After four years of Trump in politics, it takes a pretty outrageous statement in the year of our Lord 2019 to feel like a real violation of norms. But the president can still deliver: In an interview with ABC News, Trump told George Stephanopoulos that if a foreign government came to him with dirt on his political opponents in the coming election, he would accept it.
Though the interview might be his most startling comment on the topic since the “Russia, if you’re listening” speech, the president has previously defended his son’s decision to go forward with the Trump Tower meeting in June 2016. “I think from a practical standpoint most people would’ve taken that meeting. It’s called opposition research, or even research into your opponent,” Trump said in July 2017, when reports of Trump Jr.’s involvement first broke. Though the belief appears to be ingrained in the president’s mind, the FBI director sees the matter differently. In testimony to Congress last month, Christopher Wray contradicted Trump, saying that “my view is that if any public official or member of any campaign is contacted by any nation state or anybody acting on behalf of a nation state about influencing or interfering with our election, then that’s something that the F.B.I. would want to know about.”

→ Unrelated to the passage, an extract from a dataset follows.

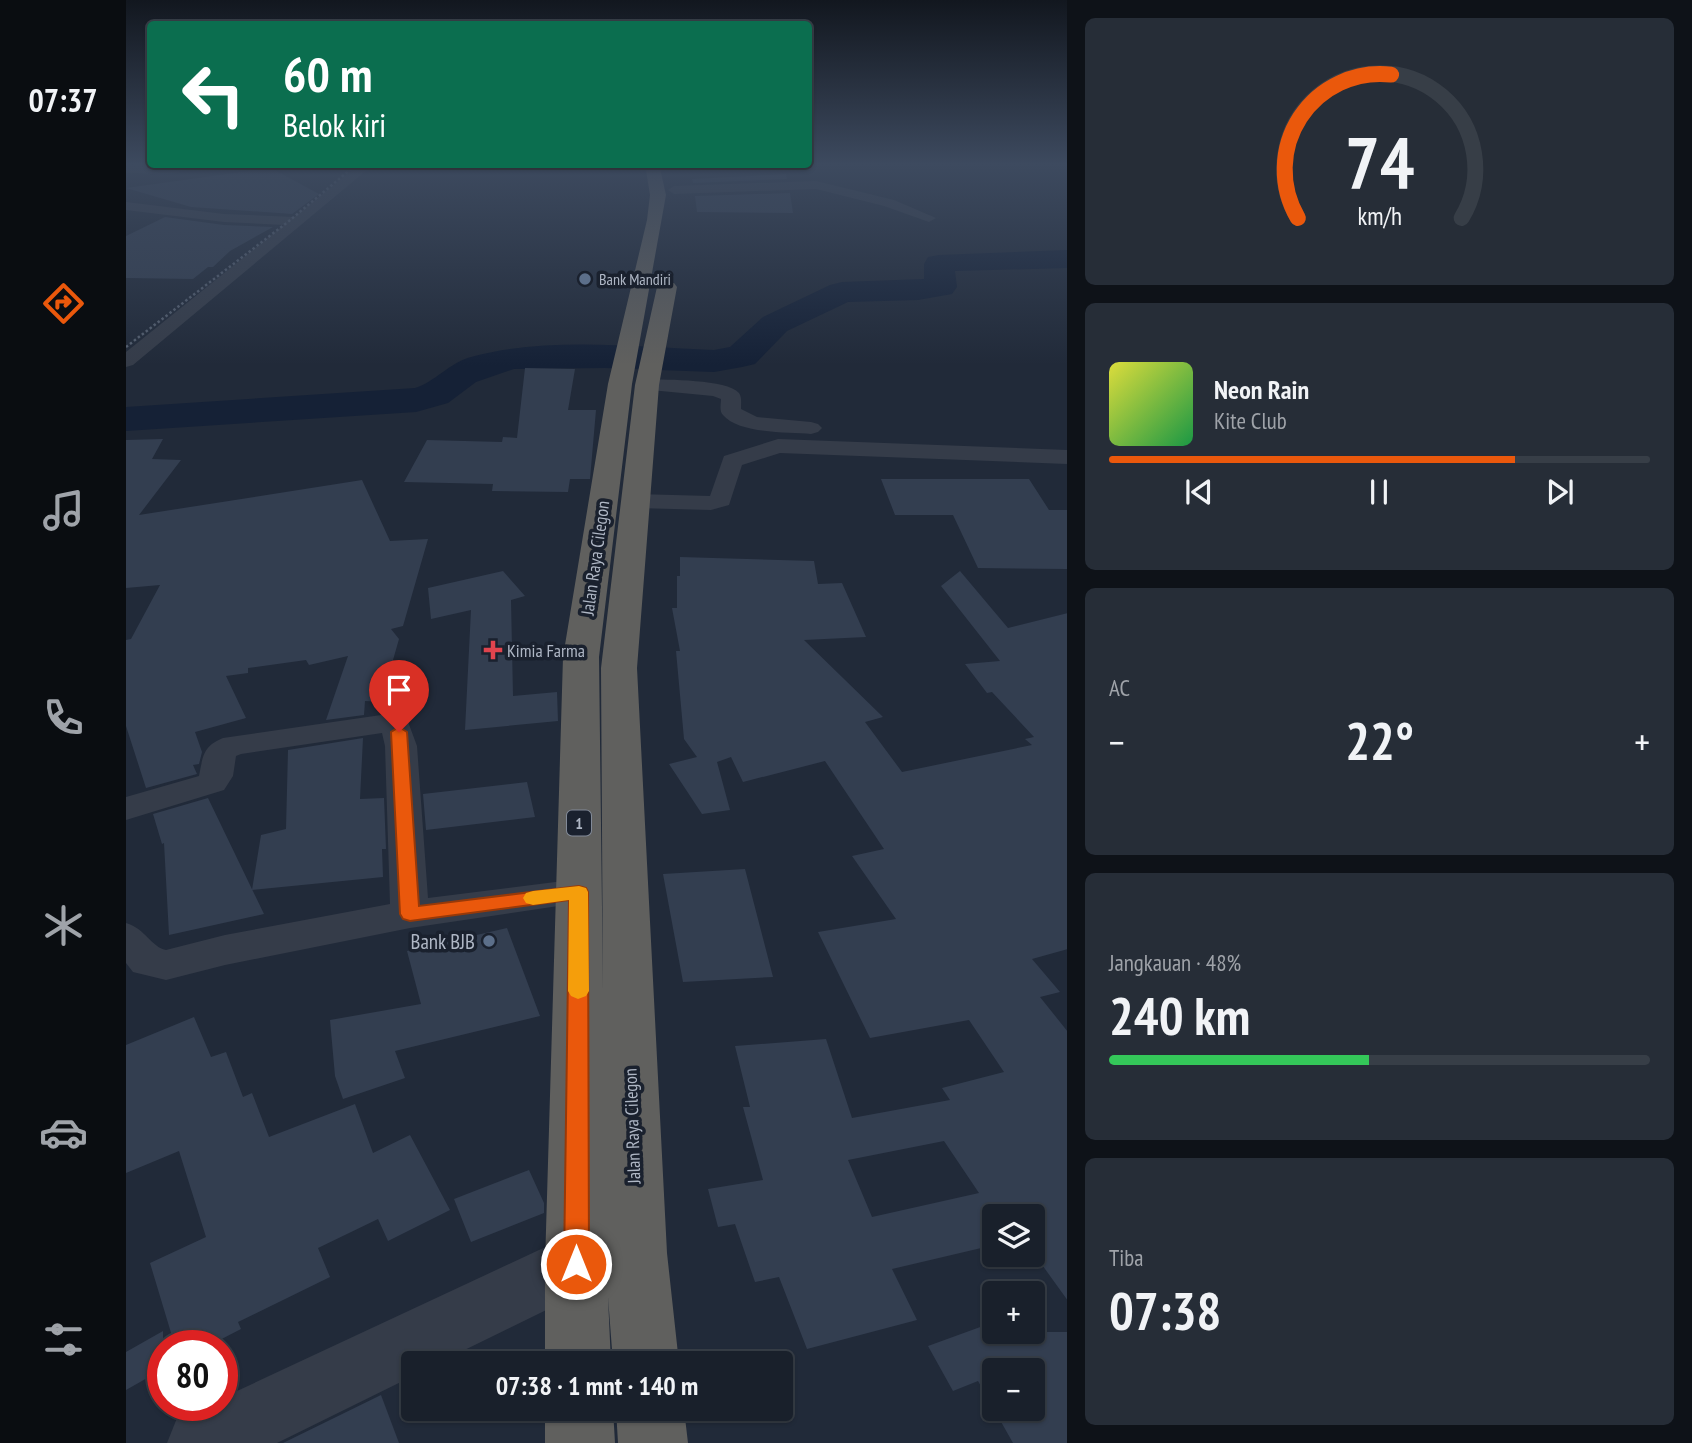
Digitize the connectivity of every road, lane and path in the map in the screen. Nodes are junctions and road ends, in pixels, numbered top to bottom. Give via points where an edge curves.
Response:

Upon the interview’s publication, Democrats immediately jumped to condemn the president’s open hostility to the rule of law. In an interview with CNN’s Anderson Cooper, Bernie Sanders said that he was “not exactly shocked. I think we have a president who neither understands the Constitution of the United States or respects the Constitution. Somebody that does not believe in the separation of powers and somebody who thinks he’s above the law. I mean, that is why I believe the House should begin impeachment inquiries on Trump. So, no, I’m not shocked.”
Trump, a longtime proponent of omertàs when they are convenient for him, claims that in his “whole life” he never “called the FBI.” But, as BuzzFeed reported in 2017, Trump contacted the FBI in 1981, offering to “fully cooperate” with the bureau as he was considering opening a casino in Atlantic City, going so far as to suggest that agents work undercover on his property to find possible mafia members. It seems that only when the integrity of American elections is at stake does Trump rule out cooperation.